+++ Provided records +++

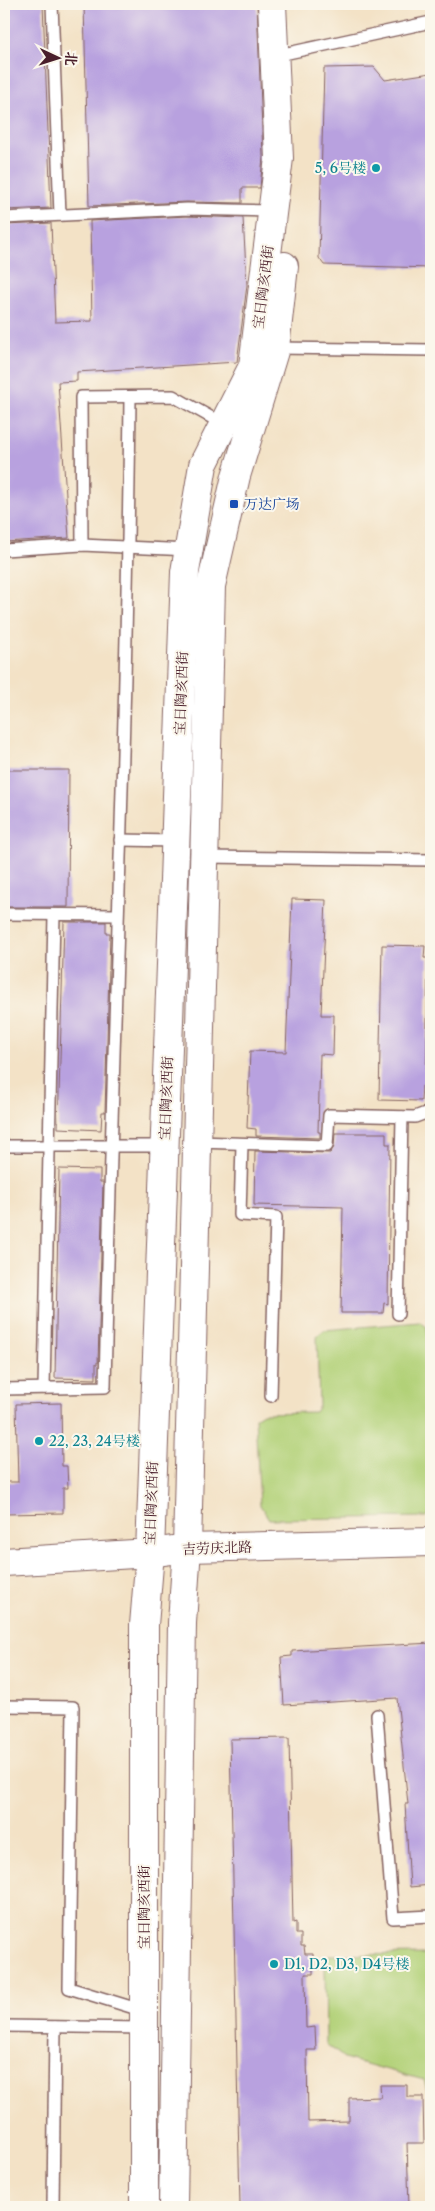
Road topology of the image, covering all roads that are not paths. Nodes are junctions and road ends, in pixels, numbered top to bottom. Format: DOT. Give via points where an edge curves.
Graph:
graph roads {
  1 [pos="52,4"];
  2 [pos="272,4"];
  3 [pos="284,4"];
  4 [pos="431,22"];
  5 [pos="288,53"];
  6 [pos="272,211"];
  7 [pos="60,216"];
  8 [pos="4,218"];
  9 [pos="276,348"];
  10 [pos="431,350"];
  11 [pos="130,397"];
  12 [pos="223,424"];
  13 [pos="82,545"];
  14 [pos="129,547"];
  15 [pos="4,550"];
  16 [pos="189,550"];
  17 [pos="120,840"];
  18 [pos="175,841"];
  19 [pos="204,857"];
  20 [pos="431,860"];
  21 [pos="4,914"];
  22 [pos="54,915"];
  23 [pos="118,915"];
  24 [pos="431,1111"];
  25 [pos="402,1117"];
  26 [pos="197,1142"];
  27 [pos="242,1144"];
  28 [pos="4,1146"];
  29 [pos="49,1146"];
  30 [pos="110,1146"];
  31 [pos="164,1146"];
  32 [pos="398,1314"];
  33 [pos="44,1388"];
  34 [pos="4,1389"];
  35 [pos="271,1396"];
  36 [pos="431,1542"];
  37 [pos="187,1548"];
  38 [pos="150,1553"];
  39 [pos="4,1562"];
  40 [pos="4,1706"];
  41 [pos="377,1715"];
  42 [pos="431,1916"];
  43 [pos="144,2019"];
  44 [pos="4,2026"];
  45 [pos="55,2027"];
  46 [pos="53,2207"];
  47 [pos="144,2207"];
  48 [pos="173,2207"];
  1 -- 7 [label="lane"];
  2 -- 6 [label="street, 宝日陶亥西街" via="279,158"];
  3 -- 5 [label="street, 宝日陶亥西街"];
  4 -- 5 [label="lane"];
  5 -- 9 [label="street, 宝日陶亥西街" via="296,153"];
  6 -- 7 [label="lane" via="187,209"];
  6 -- 12 [label="street, 宝日陶亥西街" via="253,366"];
  7 -- 8 [label="lane"];
  9 -- 10 [label="lane"];
  9 -- 19 [label="street, 宝日陶亥西街" via="236,476 211,586"];
  11 -- 12 [label="lane" via="173,396"];
  11 -- 13 [label="lane" via="81,398"];
  11 -- 14 [label="lane"];
  12 -- 16 [label="street, 宝日陶亥西街" via="202,465"];
  13 -- 14 [label="lane"];
  13 -- 15 [label="lane"];
  14 -- 16 [label="lane"];
  14 -- 17 [label="lane"];
  16 -- 18 [label="street, 宝日陶亥西街" via="185,572"];
  17 -- 18 [label="lane"];
  17 -- 23 [label="lane"];
  18 -- 31 [label="street, 宝日陶亥西街"];
  19 -- 20 [label="lane"];
  19 -- 26 [label="street, 宝日陶亥西街"];
  21 -- 22 [label="lane"];
  22 -- 23 [label="lane"];
  22 -- 29 [label="lane"];
  23 -- 30 [label="lane"];
  24 -- 25 [label="lane" via="415,1117"];
  25 -- 27 [label="lane" via="330,1115 327,1146"];
  25 -- 32 [label="lane"];
  26 -- 27 [label="lane"];
  26 -- 37 [label="street, 宝日陶亥西街"];
  27 -- 35 [label="lane" via="240,1216 276,1217"];
  28 -- 29 [label="lane"];
  29 -- 30 [label="lane"];
  29 -- 33 [label="lane"];
  30 -- 31 [label="lane"];
  30 -- 33 [label="lane" via="106,1387"];
  31 -- 38 [label="street, 宝日陶亥西街"];
  33 -- 34 [label="lane"];
  36 -- 37 [label="street, 吉劳庆北路"];
  37 -- 38 [label="street, 吉劳庆北路"];
  37 -- 48 [label="street, 宝日陶亥西街" via="182,1623"];
  38 -- 39 [label="street, 吉劳庆北路"];
  38 -- 43 [label="street, 宝日陶亥西街" via="144,1625"];
  40 -- 43 [label="lane" via="73,1707 70,1988"];
  41 -- 42 [label="lane" via="393,1918"];
  43 -- 45 [label="lane"];
  43 -- 47 [label="street, 宝日陶亥西街"];
  44 -- 45 [label="lane"];
  45 -- 46 [label="lane"];
}
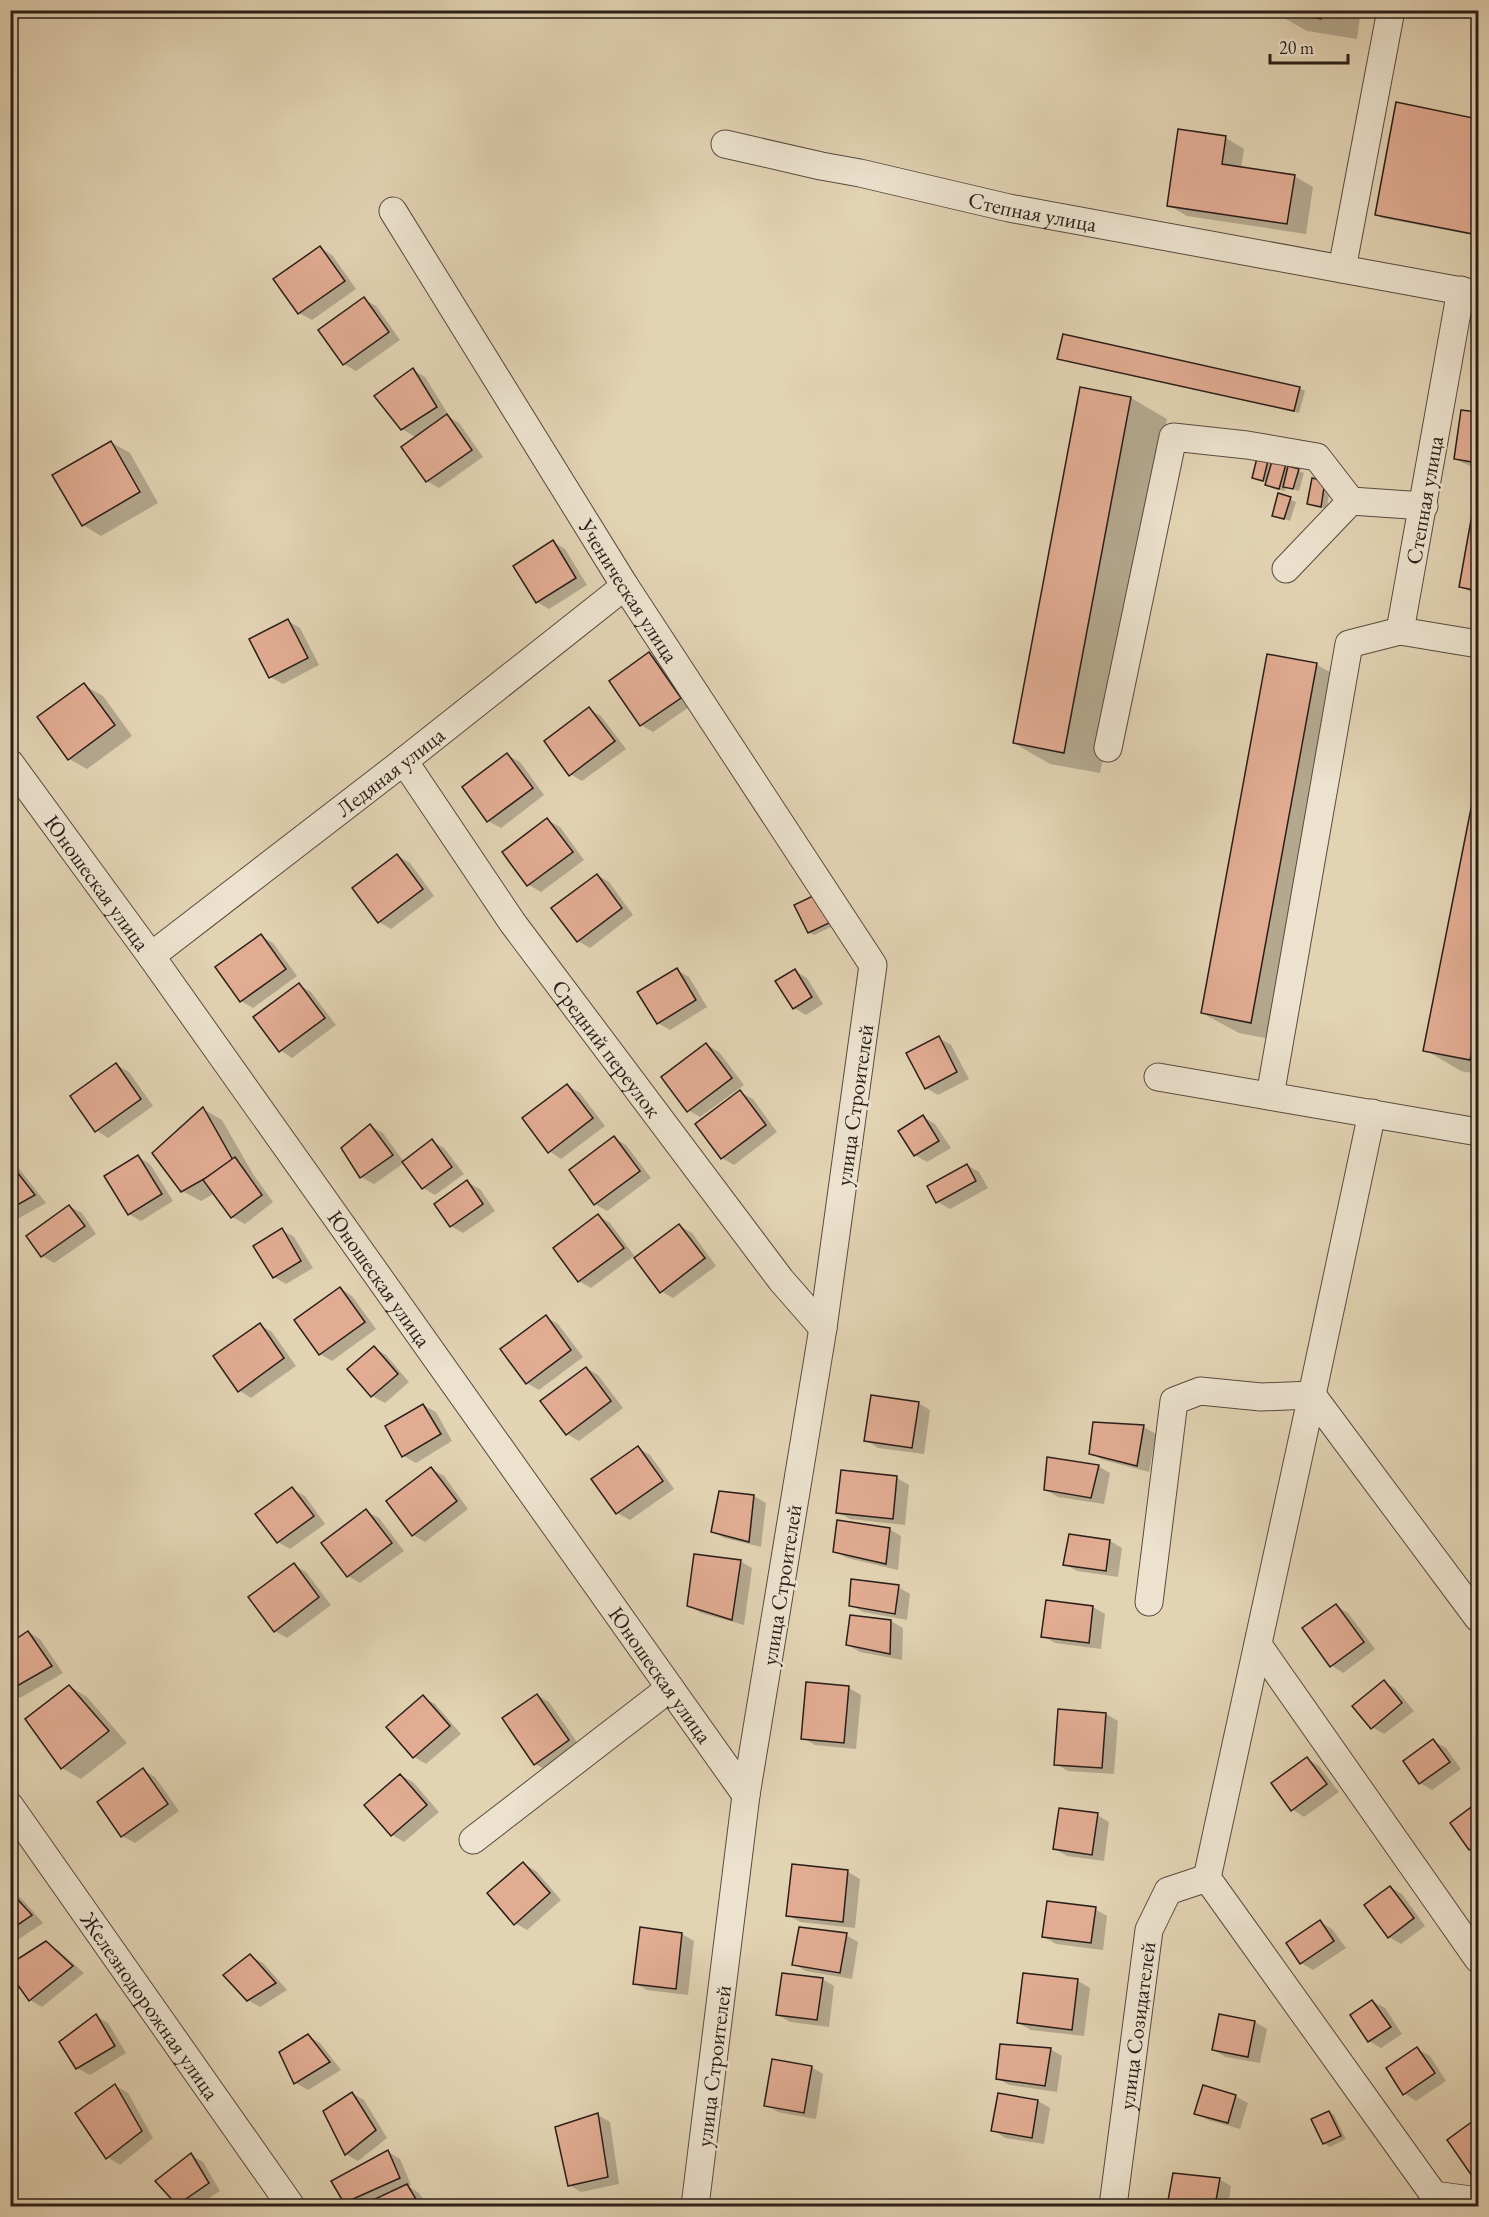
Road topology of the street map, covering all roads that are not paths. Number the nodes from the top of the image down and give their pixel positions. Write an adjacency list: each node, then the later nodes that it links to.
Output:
1 (1391, 10): 4 (street)
2 (725, 144): 4 (street, Степная улица)
3 (393, 211): 9 (street, Ученическая улица)
4 (1342, 269): 5 (street, Степная улица)
5 (1470, 292): 7 (street, Степная улица)
6 (1351, 501): 7 (street); 8 (street); 12 (street)
7 (1424, 506): 10 (street, Степная улица)
8 (1286, 569)
9 (625, 585): 13 (street, Ледяная улица); 16 (street, Ученическая улица)
10 (1400, 631): 11 (street); 18 (street)
11 (1479, 644)
12 (1108, 748)
13 (404, 761): 15 (street, Ледяная улица); 21 (street, Средний переулок)
14 (10, 763): 15 (street, Юношеская улица)
15 (152, 956): 26 (street, Юношеская улица)
16 (873, 965): 21 (street, улица Строителей)
17 (1158, 1077): 18 (street)
18 (1270, 1096): 19 (street)
19 (1372, 1113): 20 (street); 22 (street)
20 (1479, 1132)
21 (823, 1328): 27 (street, улица Строителей)
22 (1312, 1395): 23 (street); 24 (street); 25 (street)
23 (1149, 1602)
24 (1479, 1618)
25 (1258, 1645): 30 (street); 31 (street)
26 (670, 1688): 27 (street, Юношеская улица); 29 (street)
27 (746, 1795): 34 (street, улица Строителей)
28 (12, 1813): 33 (street, Железнодорожная улица)
29 (473, 1840)
30 (1207, 1878): 32 (street); 35 (street, улица Созидателей)
31 (1479, 1959)
32 (1479, 2201)
33 (291, 2206)
34 (695, 2206)
35 (1113, 2206)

+++

**What to do:**
Transcribe the listing above in full. Pictures are not part of the copy.

**Solution for this task:**
Road topology of the image, covering all roads that are not paths. Nodes are junctions and road ends, in pixels, numbered top to bottom. Format: DOT. Give via points where an edge curves.
Graph:
graph roads {
  1 [pos="52,4"];
  2 [pos="272,4"];
  3 [pos="284,4"];
  4 [pos="431,22"];
  5 [pos="288,53"];
  6 [pos="272,211"];
  7 [pos="60,216"];
  8 [pos="4,218"];
  9 [pos="276,348"];
  10 [pos="431,350"];
  11 [pos="130,397"];
  12 [pos="223,424"];
  13 [pos="82,545"];
  14 [pos="129,547"];
  15 [pos="4,550"];
  16 [pos="189,550"];
  17 [pos="120,840"];
  18 [pos="175,841"];
  19 [pos="204,857"];
  20 [pos="431,860"];
  21 [pos="4,914"];
  22 [pos="54,915"];
  23 [pos="118,915"];
  24 [pos="431,1111"];
  25 [pos="402,1117"];
  26 [pos="197,1142"];
  27 [pos="242,1144"];
  28 [pos="4,1146"];
  29 [pos="49,1146"];
  30 [pos="110,1146"];
  31 [pos="164,1146"];
  32 [pos="398,1314"];
  33 [pos="44,1388"];
  34 [pos="4,1389"];
  35 [pos="271,1396"];
  36 [pos="431,1542"];
  37 [pos="187,1548"];
  38 [pos="150,1553"];
  39 [pos="4,1562"];
  40 [pos="4,1706"];
  41 [pos="377,1715"];
  42 [pos="431,1916"];
  43 [pos="144,2019"];
  44 [pos="4,2026"];
  45 [pos="55,2027"];
  46 [pos="53,2207"];
  47 [pos="144,2207"];
  48 [pos="173,2207"];
  1 -- 7 [label="lane"];
  2 -- 6 [label="street, 宝日陶亥西街" via="279,158"];
  3 -- 5 [label="street, 宝日陶亥西街"];
  4 -- 5 [label="lane"];
  5 -- 9 [label="street, 宝日陶亥西街" via="296,153"];
  6 -- 7 [label="lane" via="187,209"];
  6 -- 12 [label="street, 宝日陶亥西街" via="253,366"];
  7 -- 8 [label="lane"];
  9 -- 10 [label="lane"];
  9 -- 19 [label="street, 宝日陶亥西街" via="236,476 211,586"];
  11 -- 12 [label="lane" via="173,396"];
  11 -- 13 [label="lane" via="81,398"];
  11 -- 14 [label="lane"];
  12 -- 16 [label="street, 宝日陶亥西街" via="202,465"];
  13 -- 14 [label="lane"];
  13 -- 15 [label="lane"];
  14 -- 16 [label="lane"];
  14 -- 17 [label="lane"];
  16 -- 18 [label="street, 宝日陶亥西街" via="185,572"];
  17 -- 18 [label="lane"];
  17 -- 23 [label="lane"];
  18 -- 31 [label="street, 宝日陶亥西街"];
  19 -- 20 [label="lane"];
  19 -- 26 [label="street, 宝日陶亥西街"];
  21 -- 22 [label="lane"];
  22 -- 23 [label="lane"];
  22 -- 29 [label="lane"];
  23 -- 30 [label="lane"];
  24 -- 25 [label="lane" via="415,1117"];
  25 -- 27 [label="lane" via="330,1115 327,1146"];
  25 -- 32 [label="lane"];
  26 -- 27 [label="lane"];
  26 -- 37 [label="street, 宝日陶亥西街"];
  27 -- 35 [label="lane" via="240,1216 276,1217"];
  28 -- 29 [label="lane"];
  29 -- 30 [label="lane"];
  29 -- 33 [label="lane"];
  30 -- 31 [label="lane"];
  30 -- 33 [label="lane" via="106,1387"];
  31 -- 38 [label="street, 宝日陶亥西街"];
  33 -- 34 [label="lane"];
  36 -- 37 [label="street, 吉劳庆北路"];
  37 -- 38 [label="street, 吉劳庆北路"];
  37 -- 48 [label="street, 宝日陶亥西街" via="182,1623"];
  38 -- 39 [label="street, 吉劳庆北路"];
  38 -- 43 [label="street, 宝日陶亥西街" via="144,1625"];
  40 -- 43 [label="lane" via="73,1707 70,1988"];
  41 -- 42 [label="lane" via="393,1918"];
  43 -- 45 [label="lane"];
  43 -- 47 [label="street, 宝日陶亥西街"];
  44 -- 45 [label="lane"];
  45 -- 46 [label="lane"];
}
Road topology of the street map, covering all roads that are not paths. Number the nodes from the top of the image down and give their pixel positions. Write an adjacency list: each node, then the later nodes that it links to.
Output:
1 (1391, 10): 4 (street)
2 (725, 144): 4 (street, Степная улица)
3 (393, 211): 9 (street, Ученическая улица)
4 (1342, 269): 5 (street, Степная улица)
5 (1470, 292): 7 (street, Степная улица)
6 (1351, 501): 7 (street); 8 (street); 12 (street)
7 (1424, 506): 10 (street, Степная улица)
8 (1286, 569)
9 (625, 585): 13 (street, Ледяная улица); 16 (street, Ученическая улица)
10 (1400, 631): 11 (street); 18 (street)
11 (1479, 644)
12 (1108, 748)
13 (404, 761): 15 (street, Ледяная улица); 21 (street, Средний переулок)
14 (10, 763): 15 (street, Юношеская улица)
15 (152, 956): 26 (street, Юношеская улица)
16 (873, 965): 21 (street, улица Строителей)
17 (1158, 1077): 18 (street)
18 (1270, 1096): 19 (street)
19 (1372, 1113): 20 (street); 22 (street)
20 (1479, 1132)
21 (823, 1328): 27 (street, улица Строителей)
22 (1312, 1395): 23 (street); 24 (street); 25 (street)
23 (1149, 1602)
24 (1479, 1618)
25 (1258, 1645): 30 (street); 31 (street)
26 (670, 1688): 27 (street, Юношеская улица); 29 (street)
27 (746, 1795): 34 (street, улица Строителей)
28 (12, 1813): 33 (street, Железнодорожная улица)
29 (473, 1840)
30 (1207, 1878): 32 (street); 35 (street, улица Созидателей)
31 (1479, 1959)
32 (1479, 2201)
33 (291, 2206)
34 (695, 2206)
35 (1113, 2206)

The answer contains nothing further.